The article says many complementary things about Mama Gilbert: her love for her students, her love for her school, and her love for UCLA. These things I know well about her, for I went to Pali in the 1970s. However, I never had Mama Gilbert for a teacher: she got the AP English classes, and I was never at that level. I had Russell Smith, who no longer teaches there. But I do know that Mama Gilbert had tremendous influence on her student’s lives, and it is teachers who influenced you in that way that is the topic of this post.

So, if during my time at Pali, Mama Gilbert didn’t influence me, who did? I can think of two. Bill Layton, a physics teacher, did to some extent. His was a wild-and-crazy physics classroom, with gigantic speakers in the back. He influenced me less on physics, and more in things like science-fiction, and having fun with science. After he left Pali, he went on to UCLA, where he started a project to prepare future physics teachers. He is currently a lecturer in the UCLA Physics Department.

Even more that Bill Layton, however, was the high-school teacher that supported my interest in computers. Mind you, this was back in the mid-1970s, when computers weren’t that common.
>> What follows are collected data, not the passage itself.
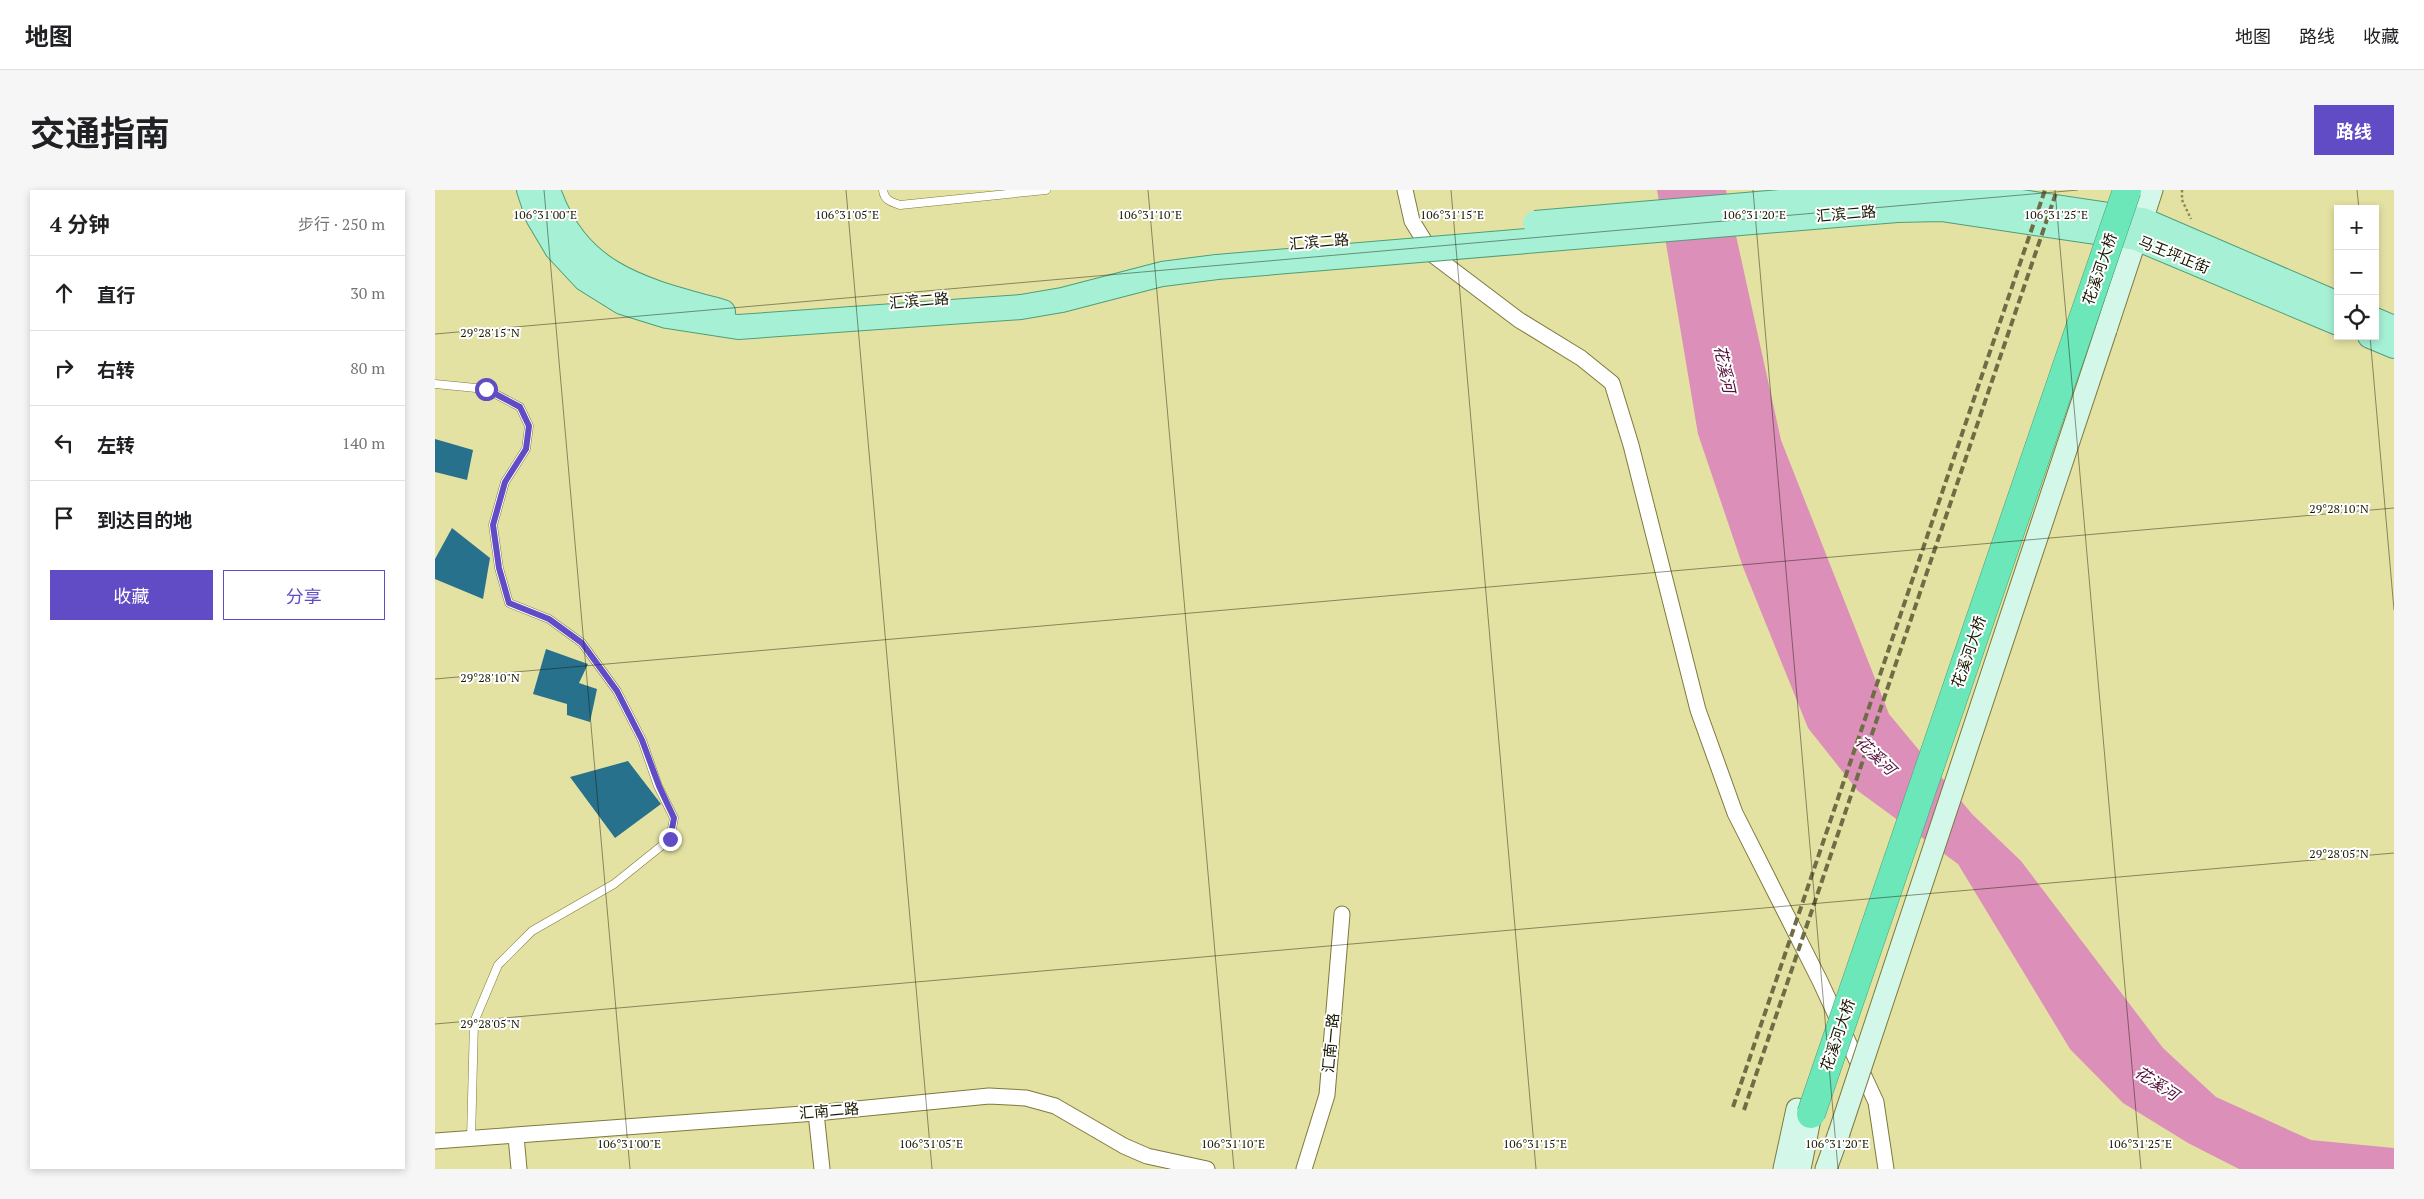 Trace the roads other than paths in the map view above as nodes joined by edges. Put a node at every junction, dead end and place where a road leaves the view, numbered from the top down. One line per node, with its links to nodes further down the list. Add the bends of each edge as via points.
1 (529, 190): 12 (main road, 汇滨二路, via 538,217 557,249 585,279 622,302 667,316)
2 (548, 190): 12 (main road, 汇滨二路, via 570,235 599,264 627,283)
3 (883, 190): 4 (lane, via 888,201 900,205)
4 (1046, 190)
5 (1405, 190): 32 (street, via 1412,221 1433,255 1519,320 1581,358 1612,383 1631,445 1698,710 1735,813 1820,981 1876,1102)
6 (2109, 190): 20 (highway, 花溪河大桥)
7 (2127, 190): 20 (highway, 花溪河大桥, bridge)
8 (2152, 190): 10 (main road, 花溪河大桥)
9 (1945, 197): 10 (main road, 马王坪正街); 12 (main road, 汇滨二路, bridge, via 1217,259 1062,300 1018,300)
10 (2140, 229): 11 (main road, 马王坪正街); 13 (main road, 马王坪正街); 31 (main road, 花溪河大桥, bridge)
11 (2334, 302)
12 (738, 321)
13 (2334, 321)
14 (2379, 322): 15 (main road)
15 (2394, 328)
16 (2379, 340): 17 (main road)
17 (2394, 346)
18 (435, 384): 23 (lane, via 486,389 520,407 529,426 526,449 505,482 493,525 499,568 509,603 549,619 582,643 617,691 642,740 674,818 670,839 614,884 532,930 498,965 474,1022)
19 (1342, 914): 28 (street, 汇南一路, via 1327,1096)
20 (1804, 1112): 29 (main road); 30 (main road)
21 (816, 1113): 22 (street, 汇南二路); 26 (street); 27 (street, 汇南二路, via 989,1096 1026,1098 1055,1106 1147,1156)
22 (516, 1136): 23 (street, 汇南二路); 25 (street)
23 (471, 1139): 24 (street, 汇南二路)
24 (435, 1141)
25 (519, 1169)
26 (822, 1169)
27 (1207, 1169)
28 (1305, 1169)
29 (1784, 1169)
30 (1800, 1169)
31 (1826, 1169)
32 (1886, 1169)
LA Unified was using both the MISS System (an IBM 360 running WATFIV) and an HP 3000 running BASIC. This teacher was Lawrence Schoenberg.

Now, the name Schoenberg may sound familar. After all, there was a famous composer Arnold Schönberg. His son, for a while, taught Mathematics, Calculus, and Computers at Pali Hi. Although I never had a formal math class from him (I had other folks, such as Mrs. McGrath and Dr. Kay), I spent a lot of time in his classroom (E203) hanging in the Math Lab. This is where my friends and I formed our love of working with computers — and is one of the reason I am where I am today. So where is Mr. Schoenberg today. From all I can find, he’s busy running his father’s institute (in particular Belmont Music), together with his brother Ronald and his sister Nuria.

So here’s to the teachers that have influenced our lives. Thank you. To those of you reading this who are teaching, thank you also for sharing your love and passion with students. You do make a difference.

So, which teachers have influenced you?